§ **Work item**:
Count the lines below that hold the string "TOLEDO". Give only that number.

#### The data ####

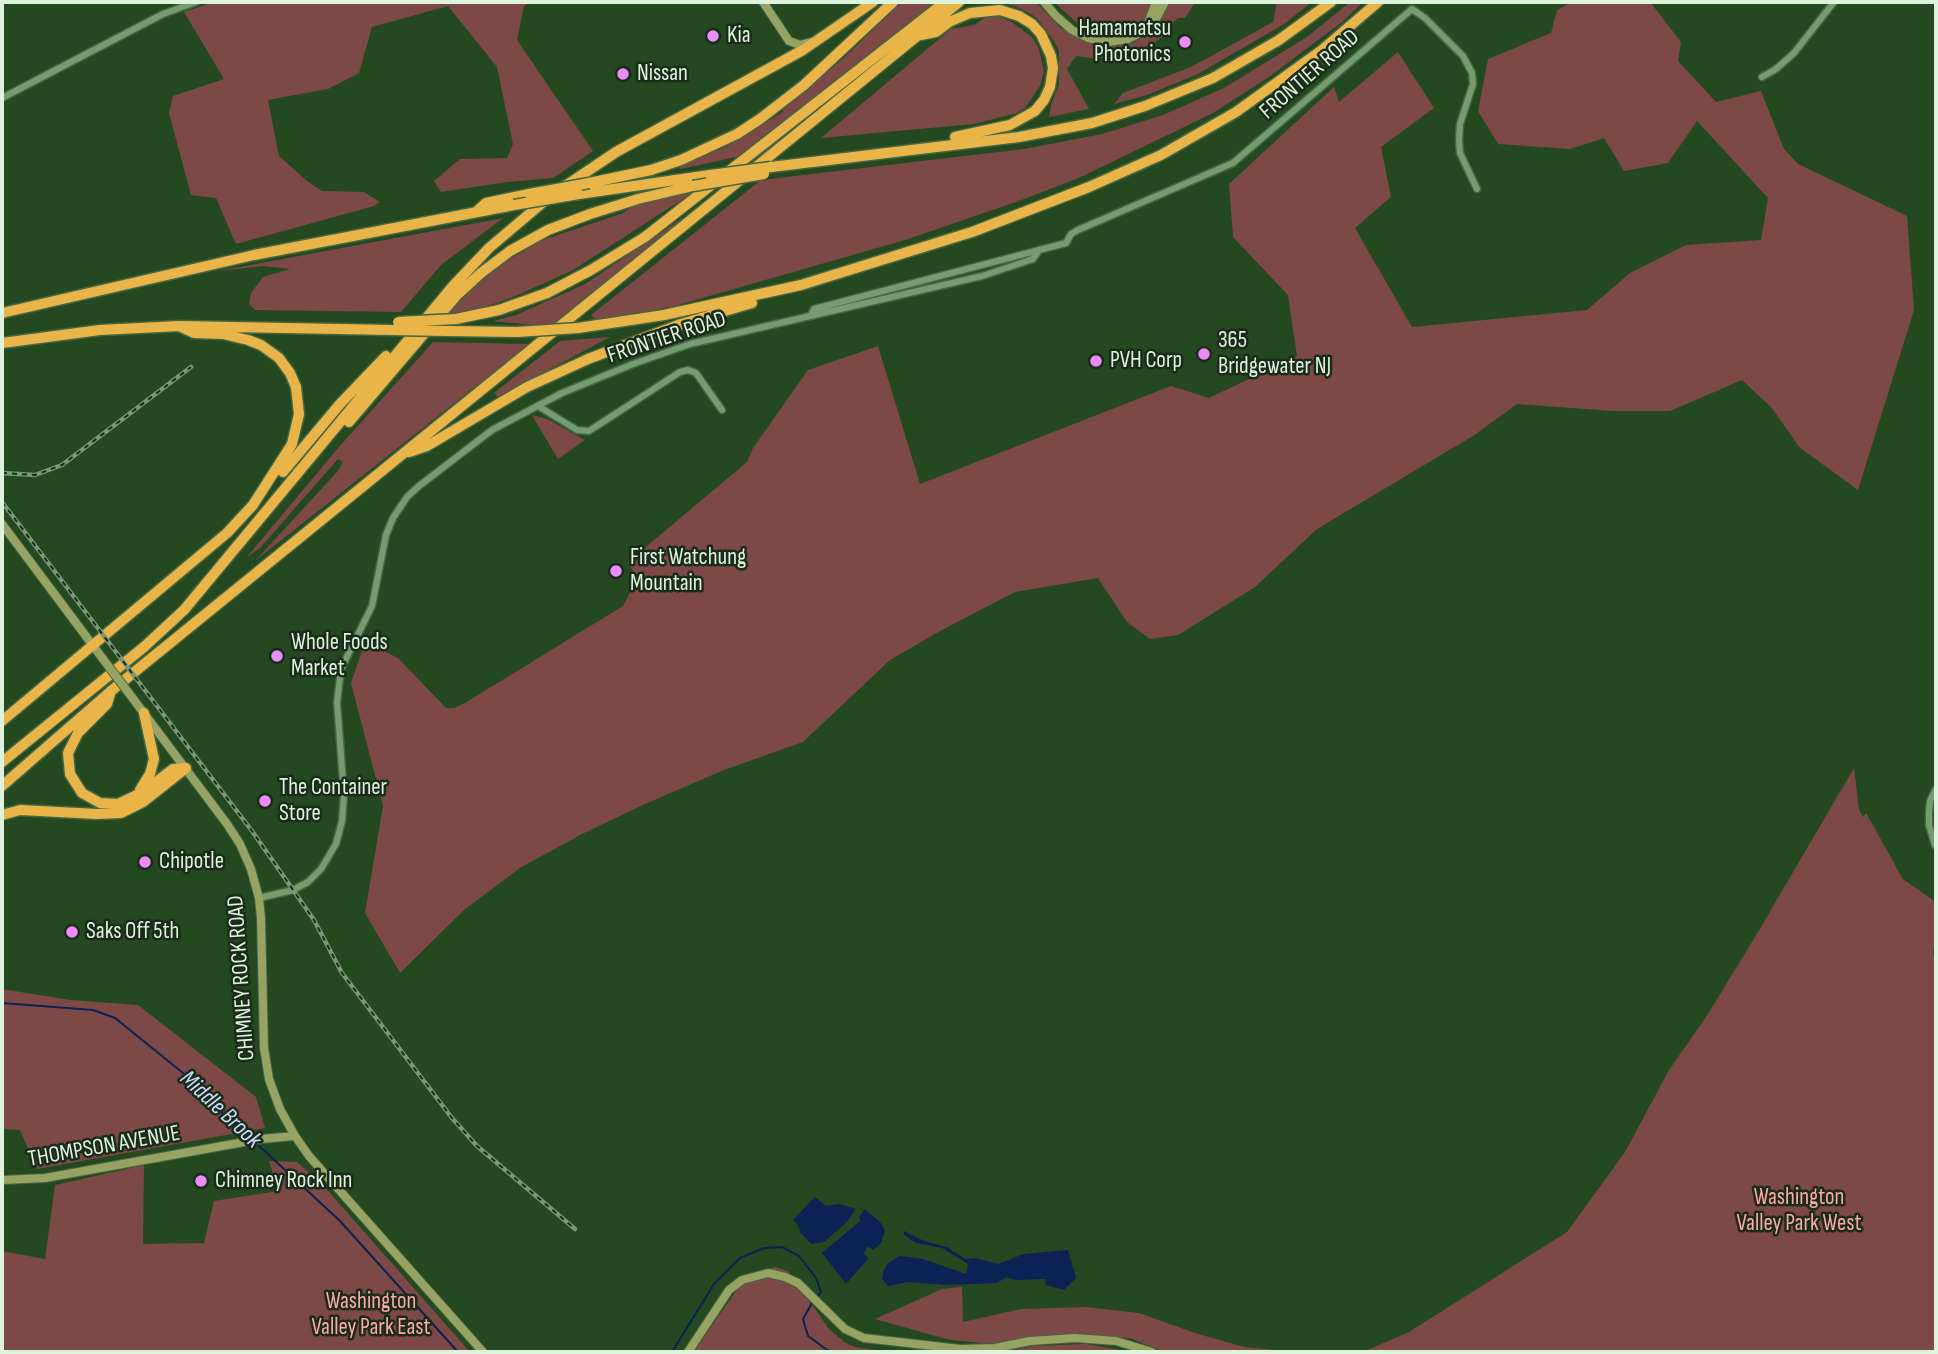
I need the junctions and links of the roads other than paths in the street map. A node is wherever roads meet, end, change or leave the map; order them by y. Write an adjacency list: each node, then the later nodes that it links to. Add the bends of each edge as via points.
1 (196, 2): 19 (street, via 163,13)
2 (763, 2): 15 (street)
3 (873, 2): 16 (highway)
4 (893, 2): 23 (highway, bridge, via 804,85 737,134 651,170 486,203)
5 (945, 2): 29 (highway, bridge, via 645,237 591,270 547,293 499,310)
6 (959, 2): 14 (highway)
7 (1044, 2): 13 (street, via 1072,30 1098,41 1128,39)
8 (1156, 2): 13 (street)
9 (1165, 2): 13 (street)
10 (1331, 2): 20 (highway, via 1245,61 1167,98 1092,123)
11 (1378, 2): 25 (highway, via 1322,50 1236,112 1161,155 972,232)
12 (1834, 2): 18 (street, via 1785,62)
13 (1147, 26)
14 (918, 35): 20 (highway, via 936,32 970,13 1000,10 1032,24 1051,56 1050,87 1035,111 1010,125 955,137); 34 (highway)
15 (786, 38): 16 (street, via 800,45); 17 (street, via 788,47)
16 (821, 38): 17 (highway)
17 (779, 64): 30 (highway, via 616,152 550,196 467,269)
18 (1762, 77)
19 (2, 98)
20 (944, 145): 21 (highway)
21 (767, 170): 23 (highway, bridge, via 579,194); 35 (highway, bridge, via 590,214 548,230 494,263 457,295 303,475)
22 (1477, 189): 24 (street, FRONTIER ROAD, via 1460,153 1459,140 1472,73 1463,56 1412,9 1233,163 1078,230 1066,243)
23 (475, 213): 26 (highway, via 254,255)
24 (1039, 250): 27 (street, FRONTIER ROAD, via 814,309); 27 (street, FRONTIER ROAD, via 1032,259 982,276)
25 (801, 285): 29 (highway, bridge, via 654,317 578,328 517,332); 34 (highway, via 588,359)
26 (2, 313)
27 (811, 315): 32 (street, FRONTIER ROAD, via 664,353)
28 (179, 326): 29 (highway); 31 (highway, via 100,330); 36 (highway, via 261,345 279,358 293,380 299,414 292,444)
29 (395, 326)
30 (408, 340): 35 (highway); 36 (highway, via 398,343 340,404)
31 (2, 343)
32 (538, 405): 33 (street, FRONTIER ROAD, via 577,430 589,431 684,370 693,370); 49 (street, FRONTIER ROAD, via 492,430 419,485 397,512 386,535 372,606 337,687 344,795 336,844 308,882)
33 (722, 410)
34 (404, 454): 39 (highway)
35 (292, 480): 42 (highway, via 178,616)
36 (253, 505): 38 (highway, via 218,541)
37 (2, 524): 38 (street, CHIMNEY ROCK ROAD)
38 (93, 646): 40 (street, CHIMNEY ROCK ROAD, bridge); 41 (highway)
39 (111, 691): 44 (highway); 46 (highway, via 107,704 73,740 68,766 76,787 94,801 118,804)
40 (144, 713): 43 (street, CHIMNEY ROCK ROAD); 46 (highway, via 154,759 148,780)
41 (2, 721)
42 (2, 762)
43 (186, 768): 46 (highway, via 173,769); 47 (highway, via 121,813 20,810); 49 (street, CHIMNEY ROCK ROAD, via 240,844)
44 (2, 786)
45 (1936, 789): 48 (street, via 1929,813)
46 (132, 797)
47 (2, 815)
48 (1935, 845)
49 (259, 898): 50 (street, CHIMNEY ROCK ROAD, via 265,1059 277,1101)
50 (295, 1136): 51 (street, THOMPSON AVENUE, via 46,1178); 52 (street, CHIMNEY ROCK ROAD, via 353,1208)
51 (2, 1180)
52 (483, 1352)
53 (688, 1352): 54 (street, via 723,1297 742,1280 762,1274 791,1279 845,1329 872,1340 960,1349 1085,1339 1116,1341)
54 (1152, 1352)

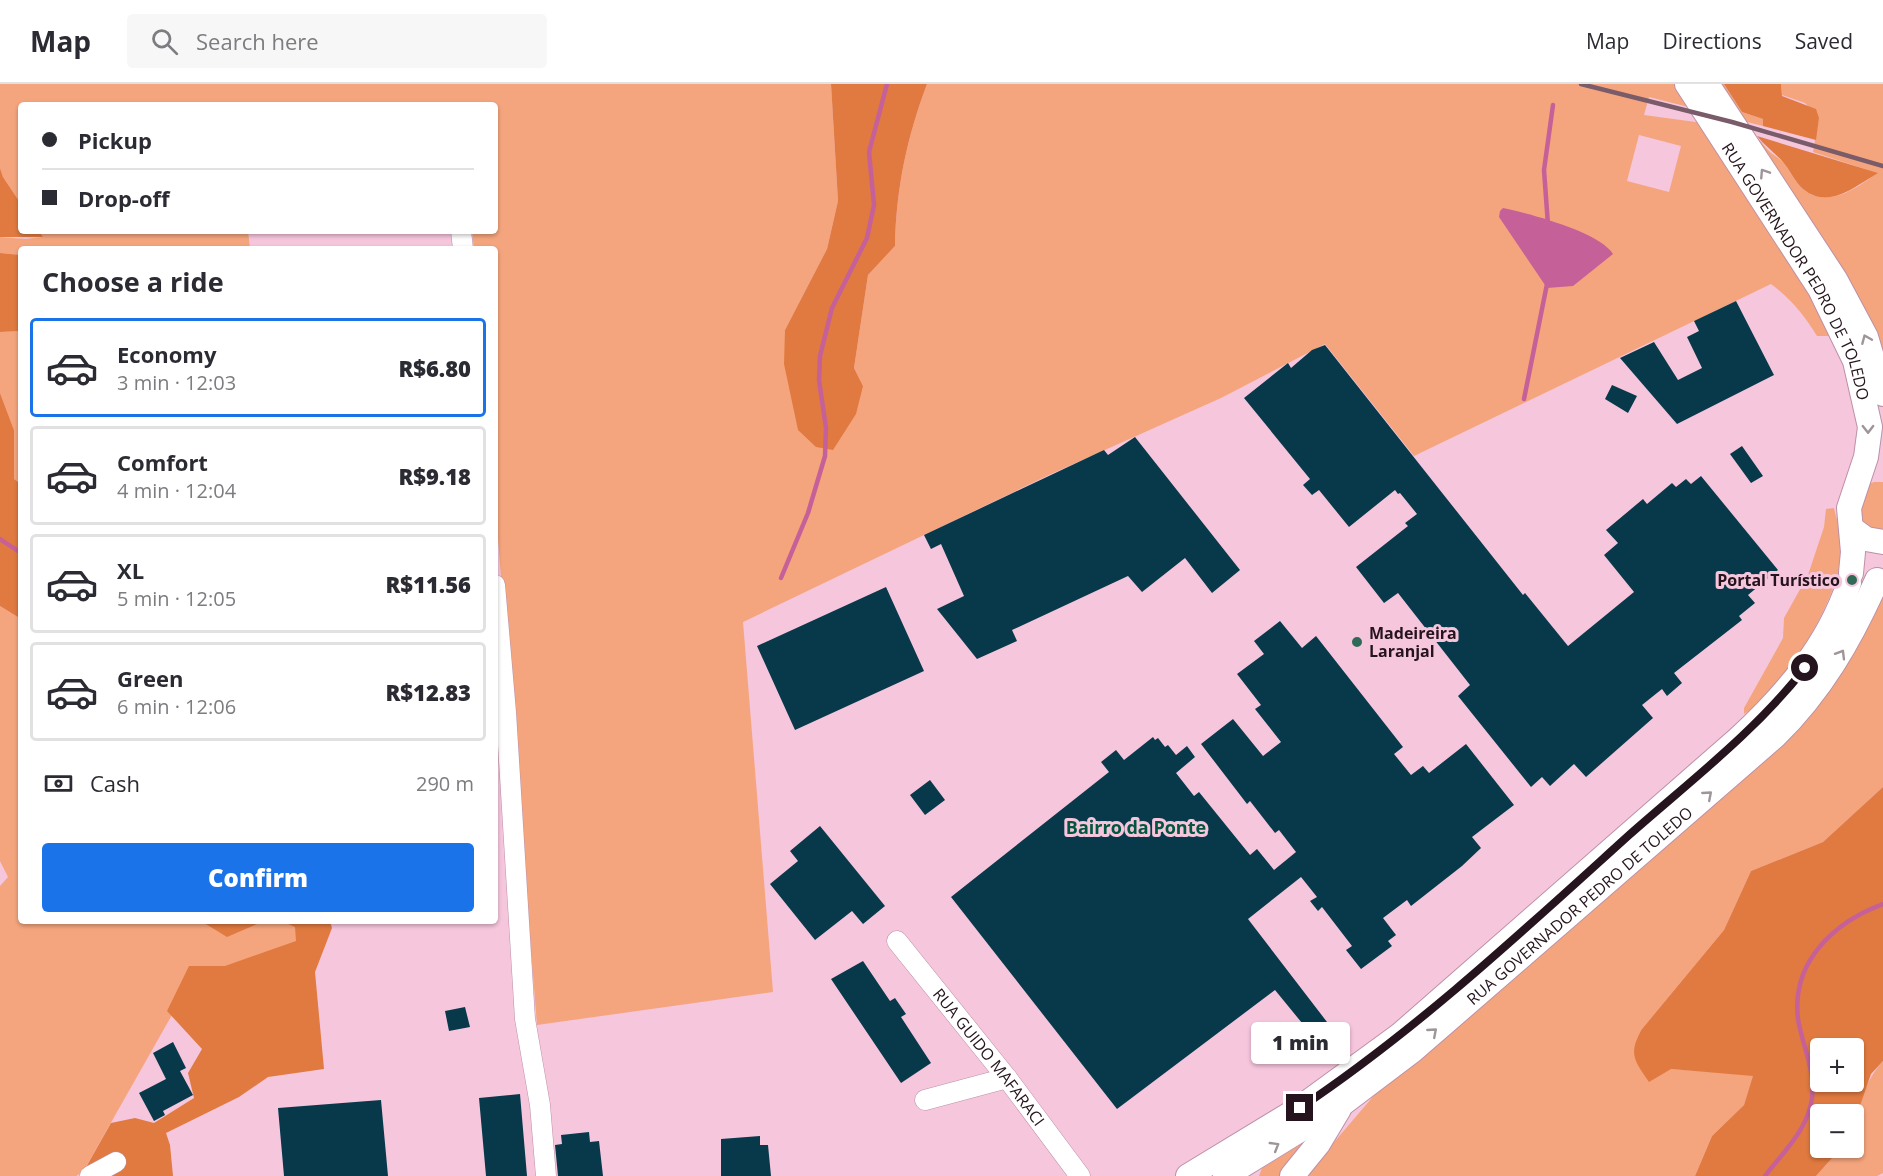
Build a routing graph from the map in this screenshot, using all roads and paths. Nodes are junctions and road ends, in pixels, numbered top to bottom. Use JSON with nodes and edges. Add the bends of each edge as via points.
{"nodes":[{"id":1,"x":1687,"y":84,"type":"edge"},
{"id":2,"x":1707,"y":84,"type":"edge"},
{"id":3,"x":1883,"y":394,"type":"edge"},
{"id":4,"x":1883,"y":476,"type":"edge"},
{"id":5,"x":1857,"y":481,"type":"junction"},
{"id":6,"x":1851,"y":528,"type":"junction"},
{"id":7,"x":1883,"y":542,"type":"edge"},
{"id":8,"x":1880,"y":575,"type":"edge"},
{"id":9,"x":498,"y":620,"type":"edge"},
{"id":10,"x":897,"y":941,"type":"dead end"},
{"id":11,"x":1007,"y":1078,"type":"junction"},
{"id":12,"x":925,"y":1100,"type":"dead end"},
{"id":13,"x":1342,"y":1104,"type":"junction"},
{"id":14,"x":116,"y":1162,"type":"dead end"},
{"id":15,"x":90,"y":1176,"type":"edge"},
{"id":16,"x":546,"y":1176,"type":"edge"},
{"id":17,"x":1080,"y":1176,"type":"edge"},
{"id":18,"x":1188,"y":1176,"type":"edge"},
{"id":19,"x":1225,"y":1176,"type":"edge"},
{"id":20,"x":1292,"y":1176,"type":"edge"}],
"edges":[{"from":1,"to":5,"type":"main road","name":"RUA GOVERNADOR PEDRO DE TOLEDO","one_way":true,"via":[[1820,289],[1849,344],[1870,427],[1866,457]]},
{"from":3,"to":2,"type":"main road","name":"RUA GOVERNADOR PEDRO DE TOLEDO","one_way":true,"via":[[1866,337],[1835,279]]},
{"from":4,"to":5,"type":"main road"},
{"from":5,"to":6,"type":"main road","name":"RUA GOVERNADOR PEDRO DE TOLEDO","via":[[1849,508]]},
{"from":6,"to":7,"type":"main road","via":[[1866,539]]},
{"from":6,"to":18,"type":"main road","name":"RUA GOVERNADOR PEDRO DE TOLEDO","via":[[1850,578],[1833,621],[1805,668],[1775,704],[1400,1035],[1300,1108]]},
{"from":13,"to":8,"type":"main road","name":"RUA GOVERNADOR PEDRO DE TOLEDO","one_way":true,"via":[[1412,1051],[1775,736],[1801,710],[1839,657]]},
{"from":9,"to":16,"type":"street","via":[[525,1019],[540,1105]]},
{"from":10,"to":11,"type":"street","name":"RUA GUIDO MAFARACI"},
{"from":11,"to":12,"type":"street"},
{"from":11,"to":17,"type":"street","name":"RUA GUIDO MAFARACI"},
{"from":19,"to":13,"type":"main road","name":"RUA GOVERNADOR PEDRO DE TOLEDO","one_way":true},
{"from":13,"to":20,"type":"main road","via":[[1318,1144]]},
{"from":14,"to":15,"type":"street"}]}
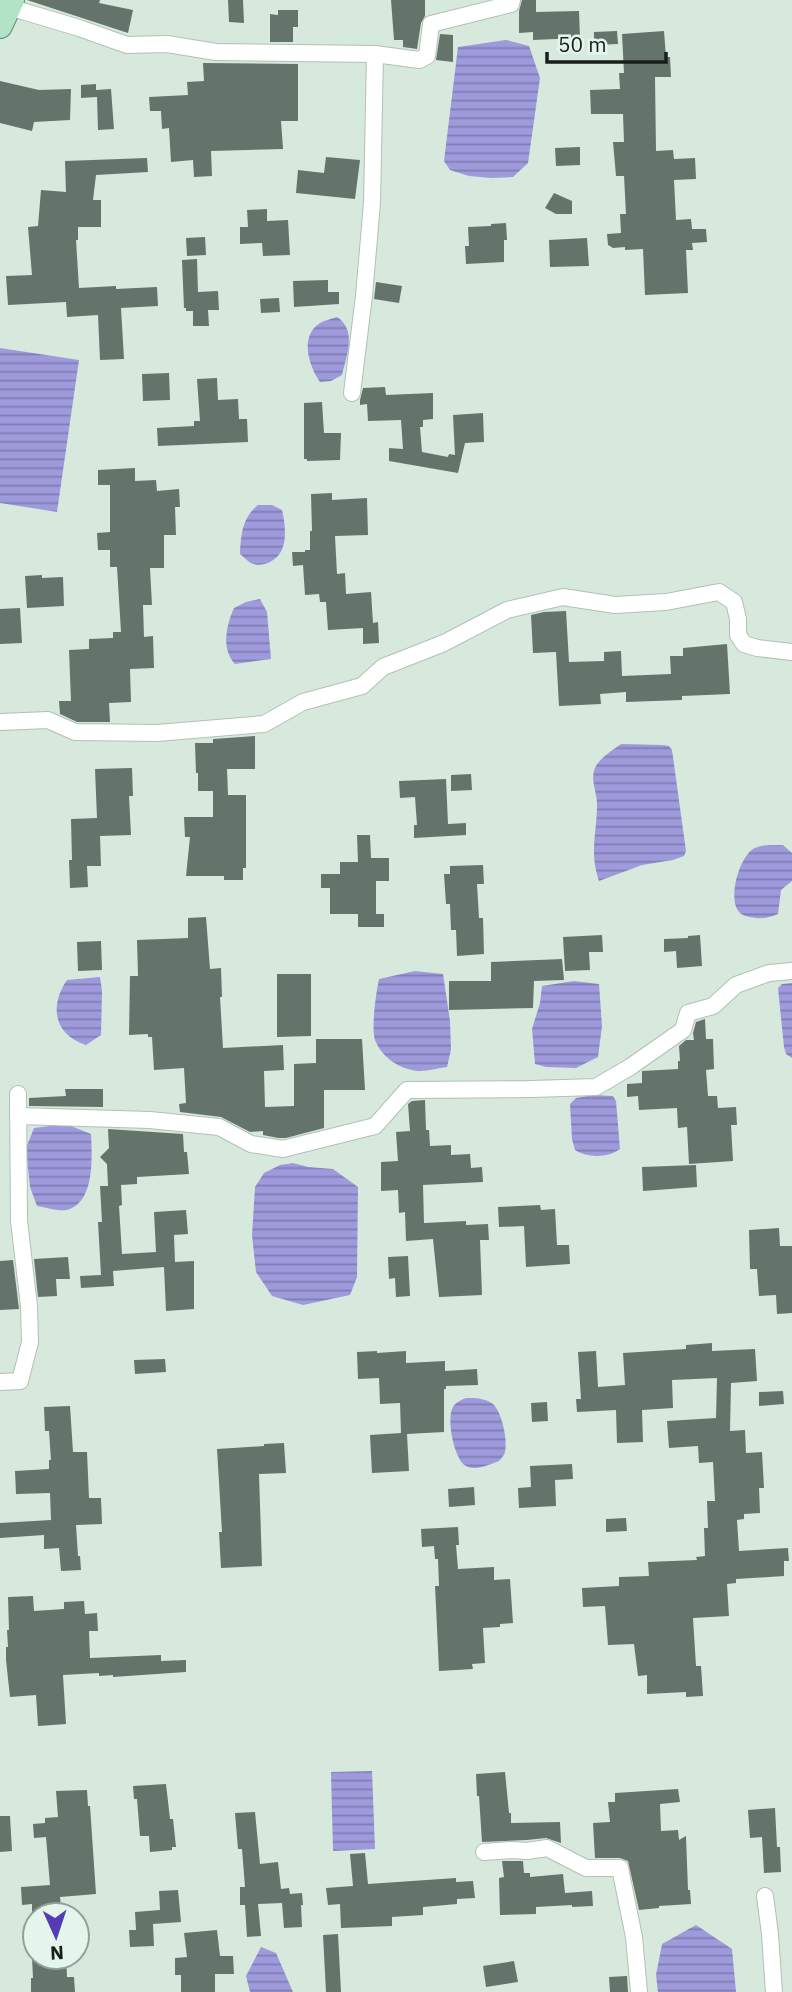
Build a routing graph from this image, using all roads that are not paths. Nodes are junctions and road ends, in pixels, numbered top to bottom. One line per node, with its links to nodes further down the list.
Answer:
1 (512, 0): 3 (street)
2 (7, 11): 3 (street)
3 (375, 54): 4 (street)
4 (352, 393)
5 (792, 652): 6 (street)
6 (0, 722)
7 (792, 971): 9 (street)
8 (18, 1094): 9 (street)
9 (18, 1115): 10 (street)
10 (0, 1382)
11 (484, 1852): 13 (street)
12 (765, 1896): 14 (street)
13 (639, 1992)
14 (775, 1992)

####

§ **Response**:
6